The smoothed, constant annual rate of return that would take an investment from its starting value to its ending value over a period, ignoring the actual bumps and dips along the way.
Full Definition
Compound Annual Growth Rate (CAGR) is a single figure representing the constant, smoothed annual rate of return that would be needed to grow an investment from its starting value to its ending value over a stated number of years, calculated as (ending value divided by starting value) raised to the power of one divided by the number of years, minus one.
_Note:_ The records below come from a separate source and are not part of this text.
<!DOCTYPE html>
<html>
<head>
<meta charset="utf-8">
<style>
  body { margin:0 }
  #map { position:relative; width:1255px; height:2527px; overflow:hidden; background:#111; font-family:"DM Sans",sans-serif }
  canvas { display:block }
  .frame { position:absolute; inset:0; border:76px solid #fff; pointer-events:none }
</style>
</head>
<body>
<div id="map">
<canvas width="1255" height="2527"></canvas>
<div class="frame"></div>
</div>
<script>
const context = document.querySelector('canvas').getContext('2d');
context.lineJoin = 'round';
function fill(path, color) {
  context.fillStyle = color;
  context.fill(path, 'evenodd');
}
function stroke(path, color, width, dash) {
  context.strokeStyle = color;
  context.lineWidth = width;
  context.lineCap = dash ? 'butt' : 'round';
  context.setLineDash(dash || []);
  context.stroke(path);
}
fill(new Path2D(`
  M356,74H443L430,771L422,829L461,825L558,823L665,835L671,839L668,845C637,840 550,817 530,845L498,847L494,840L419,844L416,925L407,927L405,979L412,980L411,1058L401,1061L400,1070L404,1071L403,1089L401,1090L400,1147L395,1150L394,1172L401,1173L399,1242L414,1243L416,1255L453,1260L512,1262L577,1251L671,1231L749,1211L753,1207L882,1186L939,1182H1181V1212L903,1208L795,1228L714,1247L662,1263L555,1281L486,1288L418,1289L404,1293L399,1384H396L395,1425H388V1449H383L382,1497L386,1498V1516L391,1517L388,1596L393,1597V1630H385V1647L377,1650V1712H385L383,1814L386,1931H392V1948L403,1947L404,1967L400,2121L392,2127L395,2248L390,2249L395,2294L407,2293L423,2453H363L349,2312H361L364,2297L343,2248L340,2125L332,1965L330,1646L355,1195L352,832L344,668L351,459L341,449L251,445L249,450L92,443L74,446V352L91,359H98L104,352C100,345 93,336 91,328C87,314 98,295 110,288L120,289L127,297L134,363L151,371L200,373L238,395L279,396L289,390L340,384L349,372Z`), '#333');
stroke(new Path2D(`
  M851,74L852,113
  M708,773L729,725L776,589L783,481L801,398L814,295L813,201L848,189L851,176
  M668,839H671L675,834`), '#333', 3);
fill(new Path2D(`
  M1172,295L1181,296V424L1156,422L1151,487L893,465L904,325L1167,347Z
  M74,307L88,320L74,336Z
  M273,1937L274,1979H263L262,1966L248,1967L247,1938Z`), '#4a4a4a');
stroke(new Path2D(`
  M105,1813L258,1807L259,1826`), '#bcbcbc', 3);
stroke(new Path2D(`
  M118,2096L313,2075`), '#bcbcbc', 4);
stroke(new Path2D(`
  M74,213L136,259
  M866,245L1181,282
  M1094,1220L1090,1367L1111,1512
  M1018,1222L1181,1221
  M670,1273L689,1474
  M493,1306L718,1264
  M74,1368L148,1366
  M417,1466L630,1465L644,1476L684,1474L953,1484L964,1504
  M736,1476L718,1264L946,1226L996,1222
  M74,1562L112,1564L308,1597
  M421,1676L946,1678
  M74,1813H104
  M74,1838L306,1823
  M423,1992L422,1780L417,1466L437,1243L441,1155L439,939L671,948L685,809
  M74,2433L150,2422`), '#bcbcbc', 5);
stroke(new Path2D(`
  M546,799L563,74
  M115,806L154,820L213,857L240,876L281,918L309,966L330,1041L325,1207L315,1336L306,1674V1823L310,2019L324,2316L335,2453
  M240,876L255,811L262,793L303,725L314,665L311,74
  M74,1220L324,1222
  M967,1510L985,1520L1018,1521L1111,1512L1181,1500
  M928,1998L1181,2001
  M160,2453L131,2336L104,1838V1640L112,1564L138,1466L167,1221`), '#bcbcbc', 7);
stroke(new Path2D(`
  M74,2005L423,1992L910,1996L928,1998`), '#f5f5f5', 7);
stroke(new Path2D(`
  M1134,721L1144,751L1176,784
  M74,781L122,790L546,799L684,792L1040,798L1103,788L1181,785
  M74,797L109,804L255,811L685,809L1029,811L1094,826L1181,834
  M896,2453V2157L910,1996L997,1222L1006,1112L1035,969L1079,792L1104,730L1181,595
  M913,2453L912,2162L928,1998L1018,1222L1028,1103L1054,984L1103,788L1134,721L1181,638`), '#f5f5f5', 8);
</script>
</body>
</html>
CAGR is widely used to compare the performance of different investments, funds or business metrics (such as revenue growth) over the same time period on a like-for-like basis, because it strips out the actual year-to-year volatility of the real returns and reduces them to a single, easily comparable average annual figure. The key limitation of CAGR is precisely that smoothing effect: two investments can have the identical CAGR over five years while having taken very different paths to get there -- one might have grown steadily each year, while the other might have suffered a large loss followed by a large recovery -- so CAGR alone does not reveal anything about the volatility, drawdowns, or risk an investor actually experienced along the way. Because CAGR only considers the starting and ending values, it can also be distorted by the specific start and end dates chosen for the calculation -- picking a start date at a market low point, or an end date at a market peak, can produce a CAGR figure that flatters the underlying investment's typical performance, which is why analysts often check CAGR over several different, overlapping time periods rather than relying on a single calculation.